Sore itu aku pergi keluar rumah, karena pusing dengan pertengkaran orang tuaku yang tiada habisnya setiap hari, aku berlari begitu saja tanpa tau arah tujuan. Padahal ini liburan yang aku nantikan setelah beberapa tahun silam, liburan ke Seoul, Korea Selatan bersama keluargaku. Tapi tetap saja, entah dirumah atau saat ini mereka tak pernah damai. Padahal aku begitu lelah mendengar pertikaian mereka. Aku tau jika kedua orang tuaku selalu sibuk dengan urusan bisnisnya, tanpa ada satu diantara mereka yang menemaniku. Setiap kali bertemu selalu aja ada pertikaian. Aku lelah dengan semua itu. Liburan yang aku harapkan begitu indah, mungkin kini telah sirna.
Di Kota, bukan tepatnya negara yang tak aku kenal ini aku berjalan tanpa arah tujuan. Hanya berbekal dompet yang isinya tak seberapa dan pomsel yang sengaja aku matikan. Entah mereka peduli atau tidak denganku, aku tak mengharapkan mereka datang mencariku. Hari yang kian gelap, semakin membuatku takut untuk berjalan di gang yang remang-remang. Aku ingin kembali, tapi tak tau jalan kembali karena sudah lebih dari satu jam aku berjalan. Tiba-tiba beberapa orang pria berotot mengelilingiku. Aku sengguh takut, dan berjalan mundur hingga menabrak tembok. Tangan mereka mulai mendekat, tapi tiba-tiba terdengar suara perkelahian.
'Bug! Bug! Bug!
Dengan perlahan kuberanikan diriku untuk membuka mata. Dan betapa terkejutnya aku, kelima pria berotot itu sudah terkapar di jalanan. menyisakan pria tinggi yang berpakaian serba hitam. Aku pun berterima kasih padanya. Dia hanya mengangguk dan bertanya tujuanku. Aku hanya menjawab sekenanya karena tak tau akan pergi kemana diriku ini. Ku ceritakan secara singkat alasanku berkeliaran di malam hari ini. Dia mengerti, dan menemaniku menyusuri jalan yang cukup gelap ini. Lalu ia mengajakku berkeliling menikmati indahnya kota Seoul di malam hari. Tentu saja aku takjub. Pasalnya tak ada kata sepi di sini. Setelah melewati gang tadi, kami menyusuri jalan setapak yg disediakan untuk pejalan kaki.
Lalu ia mengajaku ke tempat seperti pasar malam menurutku. Disana penuh dengan wahana-wahana yang mampu membuat setres ku hilang. Tanpa sengaja aku menarik tangannya untuk mencoba berbagai wahana di sana, dia tak menolak dan tetap berjalan bercanda ria bersama. Sejenak aku melupakan kesedihanku. Aku berkeliling hingga kedua kaki ku pegal dan kemudian kami beristirahat. Memang tak terasa hari tengah menjelang tengah malam. Ia menawarkan diri untuk mengantarkanku pulang. Namun aku masih enggan. Aku takut mereka masih tetap sama.
Tapi ia tetap membujukku. Entah sebab apa aku luluh dan membuka ponselku, aku ingin mengecek dimana tempatku menginap tadi. Betapa terkejutnya aku. Banyak pesan dan telepon di Whats App ku. dan itu dari orang tua ku. Mereka mungkin khawatir denganku, akhirnya ia mengantarkanku menggunakan taxi.
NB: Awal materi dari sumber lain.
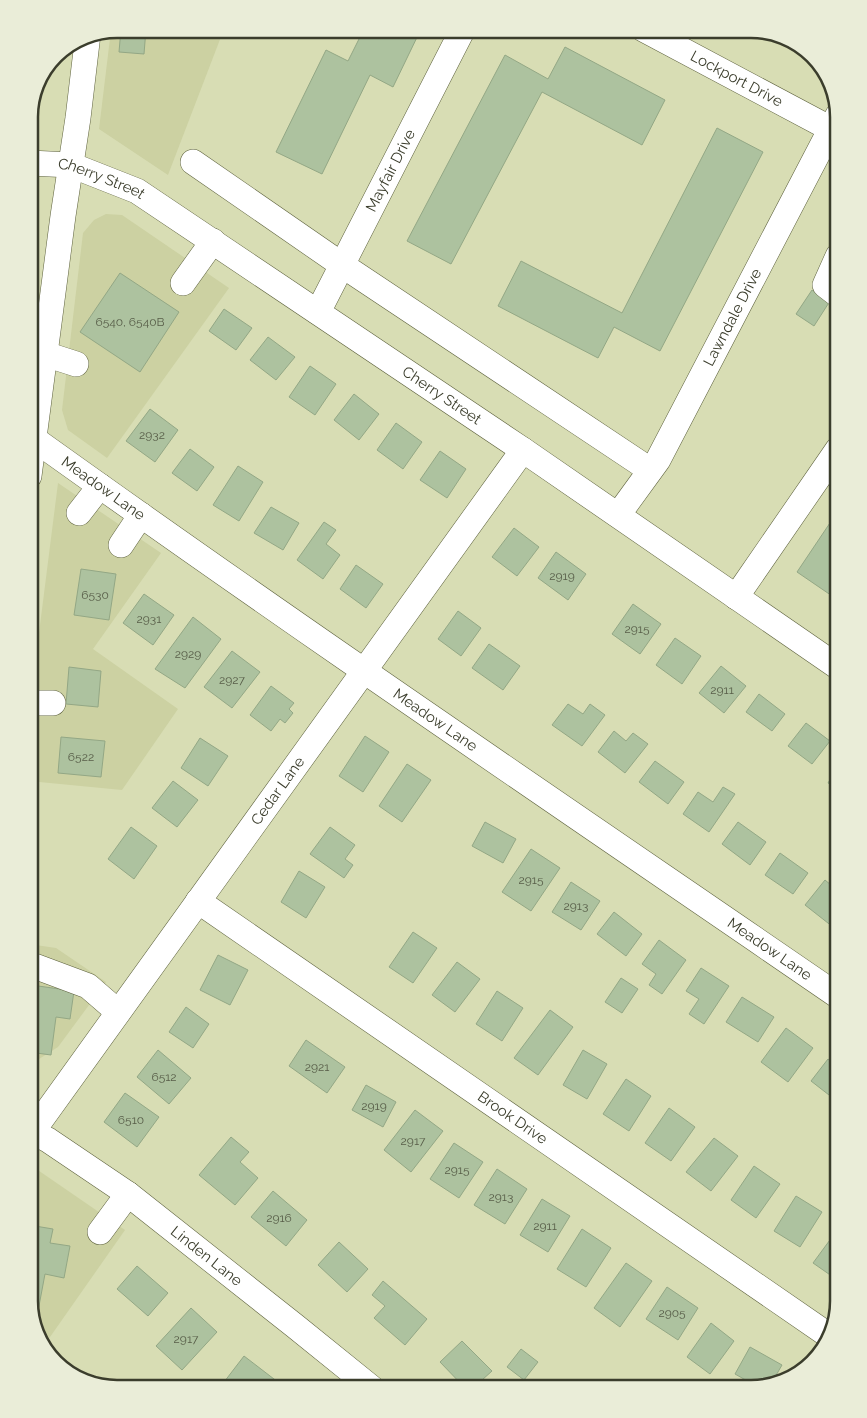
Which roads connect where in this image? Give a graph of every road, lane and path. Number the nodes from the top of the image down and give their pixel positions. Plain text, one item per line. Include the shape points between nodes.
1 (458, 38) edge
2 (661, 38) edge
3 (87, 44) edge
4 (830, 120) edge
5 (830, 130) edge
6 (193, 162) dead end
7 (38, 163) edge
8 (71, 165) junction
9 (212, 241) junction
10 (342, 265) junction
11 (830, 274) edge
12 (183, 284) dead end
13 (830, 288) edge
14 (318, 312) junction
15 (45, 354) junction
16 (76, 364) dead end
17 (38, 408) edge
18 (38, 442) edge
19 (523, 450) junction
20 (830, 465) edge
21 (650, 470) junction
22 (100, 486) junction
23 (79, 513) dead end
24 (141, 515) junction
25 (618, 515) junction
26 (120, 546) dead end
27 (736, 596) junction
28 (830, 661) edge
29 (364, 670) junction
30 (198, 901) junction
31 (38, 967) edge
32 (830, 990) edge
33 (118, 1012) junction
34 (38, 1121) edge
35 (38, 1135) edge
36 (128, 1194) junction
37 (100, 1232) dead end
38 (823, 1332) edge
39 (362, 1380) edge

1 - 10 street, Mayfair Drive
2 - 4 street, Lockport Drive
3 - 8 street
5 - 21 street, Lawndale Drive
6 - 10 street
7 - 8 street, Cherry Street
8 - 9 street, Cherry Street via 137,191
8 - 15 street
9 - 12 street
9 - 14 street, Cherry Street
10 - 14 street, Mayfair Drive
10 - 21 street
11 - 13 street via 825,285
14 - 19 street, Cherry Street
15 - 16 street
15 - 17 street
18 - 22 street, Meadow Lane
19 - 25 street, Cherry Street
19 - 29 street, Cedar Lane
20 - 27 street
21 - 25 street, Lawndale Drive
22 - 23 street
22 - 24 street, Meadow Lane
24 - 26 street
24 - 29 street, Meadow Lane
25 - 27 street, Cherry Street
27 - 28 street, Cherry Street
29 - 30 street, Cedar Lane
29 - 32 street, Meadow Lane
30 - 33 street, Cedar Lane
30 - 38 street, Brook Drive
31 - 33 street via 88,986
33 - 34 street, Cedar Lane
35 - 36 street, Linden Lane
36 - 37 street
36 - 39 street, Linden Lane

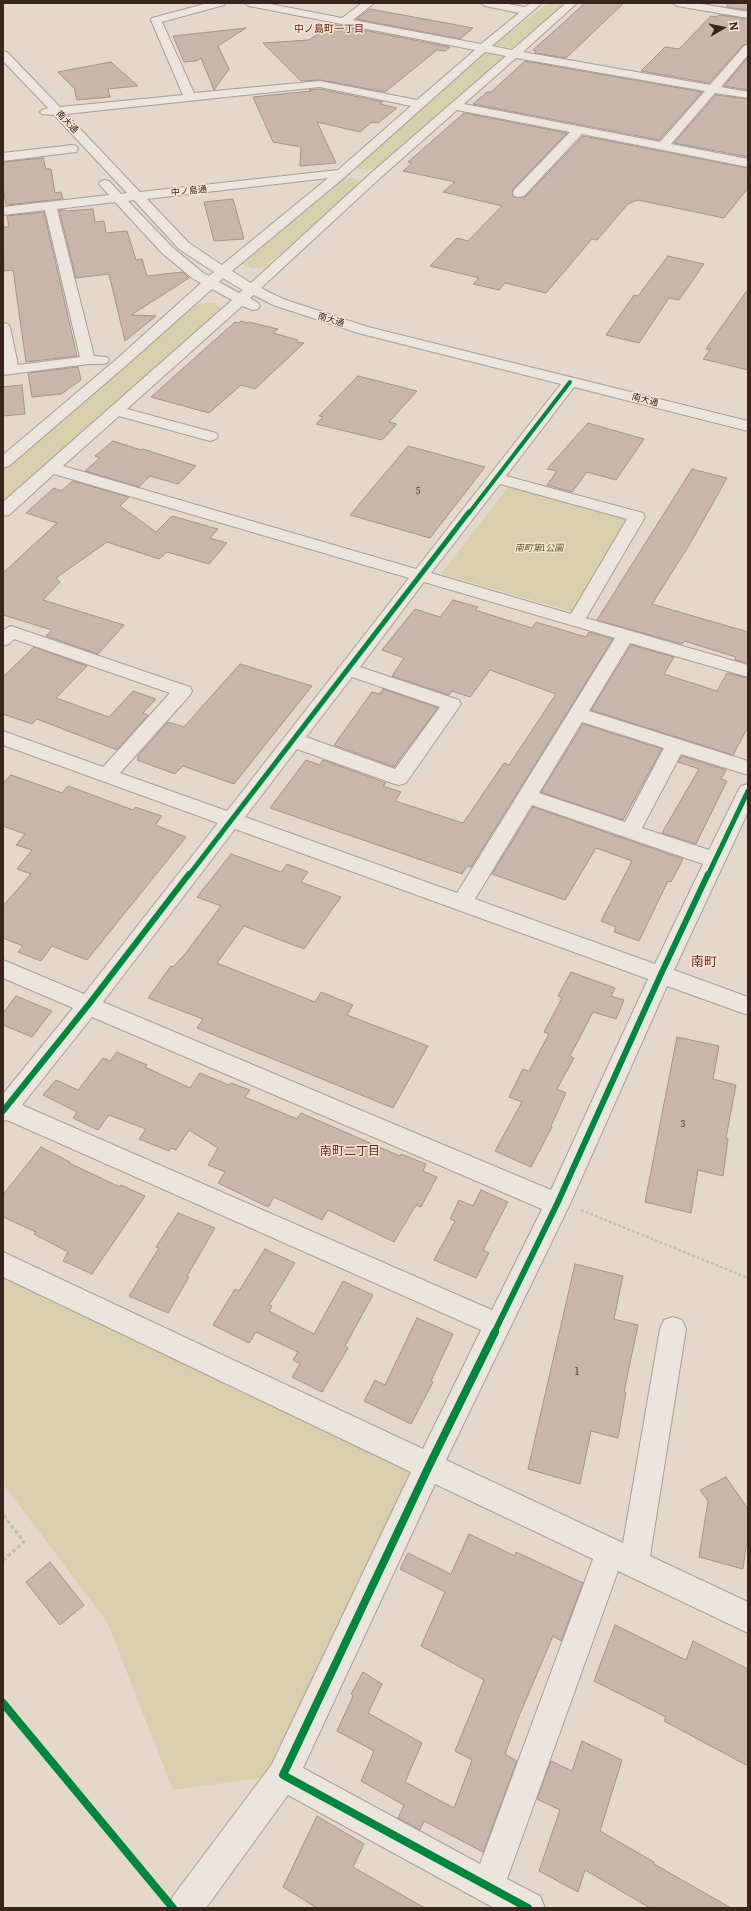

Aku meremas tanganku, gugup dan takut. ia yang duduk disampingku ikut menenangkanku.
Begitu turun dari taxi. Kedua orang tuaku yang tadinya telah aku kabari langsung berhambur memelukku. meminta maaf karena membuatnya khawatir. Mereka masih setia memelukku. Aku ingin berterima kasih padanya, karena telah membujukku. tpi dia tidak ada di sana? dimana dia? siapa dia? aku bahkan belum beekenalan dgn nya.